I get consumed with an unrealistic ideal of who I’m becoming. A side effect of an ambitious personality, to be sure, but turns away from my dissatisfaction or shame and sets focus to the prettier things -- the admirable and showcase-able and the flowers that I can point to and say, “growth!” Such little celebrations are a joy and a necessity, but particularly when that exclamation tells a fraction of the story, it becomes almost self-deceiving.
Building a home (or an apartment) constructs the same juxtaposed world. My tiny place embodies all I hope to reflect to the world -- beauty, comfort, peace, rest -- but it also happens to house all of the ugliest things about me. Breakdowns, depressive tendencies, laziness, frustration, gossip, and tears and tears. It all resides in the home I put on display, the same space I invite people into in hopes they will find safety, too. But with all of my supportive efforts and fresh baked cookies and floral wallpaper, at the end of the day it is still where my truest self lives, and she isn’t always the glowing, hip, joy and peace-filled human I hope to be.

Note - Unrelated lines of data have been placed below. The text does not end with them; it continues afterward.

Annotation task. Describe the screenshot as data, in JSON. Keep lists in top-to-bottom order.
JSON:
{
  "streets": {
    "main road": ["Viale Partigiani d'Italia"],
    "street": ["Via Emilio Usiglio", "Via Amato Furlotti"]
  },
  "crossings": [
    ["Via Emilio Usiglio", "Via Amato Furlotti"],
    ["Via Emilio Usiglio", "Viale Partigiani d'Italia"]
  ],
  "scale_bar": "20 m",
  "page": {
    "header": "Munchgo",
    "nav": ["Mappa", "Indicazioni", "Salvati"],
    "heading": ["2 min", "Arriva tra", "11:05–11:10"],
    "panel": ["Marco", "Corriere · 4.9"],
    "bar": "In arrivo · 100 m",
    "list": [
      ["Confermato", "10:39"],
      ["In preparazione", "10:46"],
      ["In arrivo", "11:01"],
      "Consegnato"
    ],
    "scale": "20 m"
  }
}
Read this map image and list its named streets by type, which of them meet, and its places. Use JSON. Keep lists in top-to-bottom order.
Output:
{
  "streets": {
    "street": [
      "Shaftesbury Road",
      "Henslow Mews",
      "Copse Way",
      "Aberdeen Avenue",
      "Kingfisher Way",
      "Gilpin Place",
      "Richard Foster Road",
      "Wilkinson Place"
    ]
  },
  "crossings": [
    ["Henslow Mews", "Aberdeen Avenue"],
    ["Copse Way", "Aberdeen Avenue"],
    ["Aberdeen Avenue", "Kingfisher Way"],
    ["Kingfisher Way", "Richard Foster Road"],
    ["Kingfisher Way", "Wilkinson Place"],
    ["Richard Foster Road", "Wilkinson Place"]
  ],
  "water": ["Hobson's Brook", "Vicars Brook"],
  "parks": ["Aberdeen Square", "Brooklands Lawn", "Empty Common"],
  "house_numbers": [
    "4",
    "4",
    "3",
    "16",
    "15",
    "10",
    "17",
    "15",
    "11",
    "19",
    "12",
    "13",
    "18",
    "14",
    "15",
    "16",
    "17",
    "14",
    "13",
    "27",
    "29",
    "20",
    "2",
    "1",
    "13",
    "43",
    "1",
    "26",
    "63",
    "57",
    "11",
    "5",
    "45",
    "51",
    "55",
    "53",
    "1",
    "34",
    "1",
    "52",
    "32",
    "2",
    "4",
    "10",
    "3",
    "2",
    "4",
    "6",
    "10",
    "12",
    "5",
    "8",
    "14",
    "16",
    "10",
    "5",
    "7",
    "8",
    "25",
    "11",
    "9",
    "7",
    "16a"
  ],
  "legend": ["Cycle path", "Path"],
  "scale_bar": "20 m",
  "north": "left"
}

But walking into the door of a well-curated home feels like the embrace of a family -- a safe and loving place that gives permission to all that you are. We become removed from all we have built ourselves to be when we are in familiar arms. Instead we are all our pieces existing at the same time; a jagged, beautiful puzzle fully formed. We are the imaginative toddler running down a hill, or a child fighting with a sibling, a teenager crying the ugliest tears over the pettiest thing, or the semi-adult acting like we have it more together than we do, because we wouldn’t know how to handle it otherwise. It’s often the spaces and humans that have watched our brokenness unfold that love us best. There is a safety in a home of whatever form; it captures our triumphs and failures, beauty and shame simultaneously. Like guitar strings need tension to make music, our lives need challenge to be fruitful. Our hearts and our homes extend beyond a staged catalog.
So it’s too simple to show off pretty pictures and the joy Clay Avenue has brought me without also saying that it’s the home I’ve made that has given room for a kind of healing that is messier and grander than I expected. I am still on a journey, to see my ugly close-up but feel the freedom to run into the Father’s arms, all at the same time.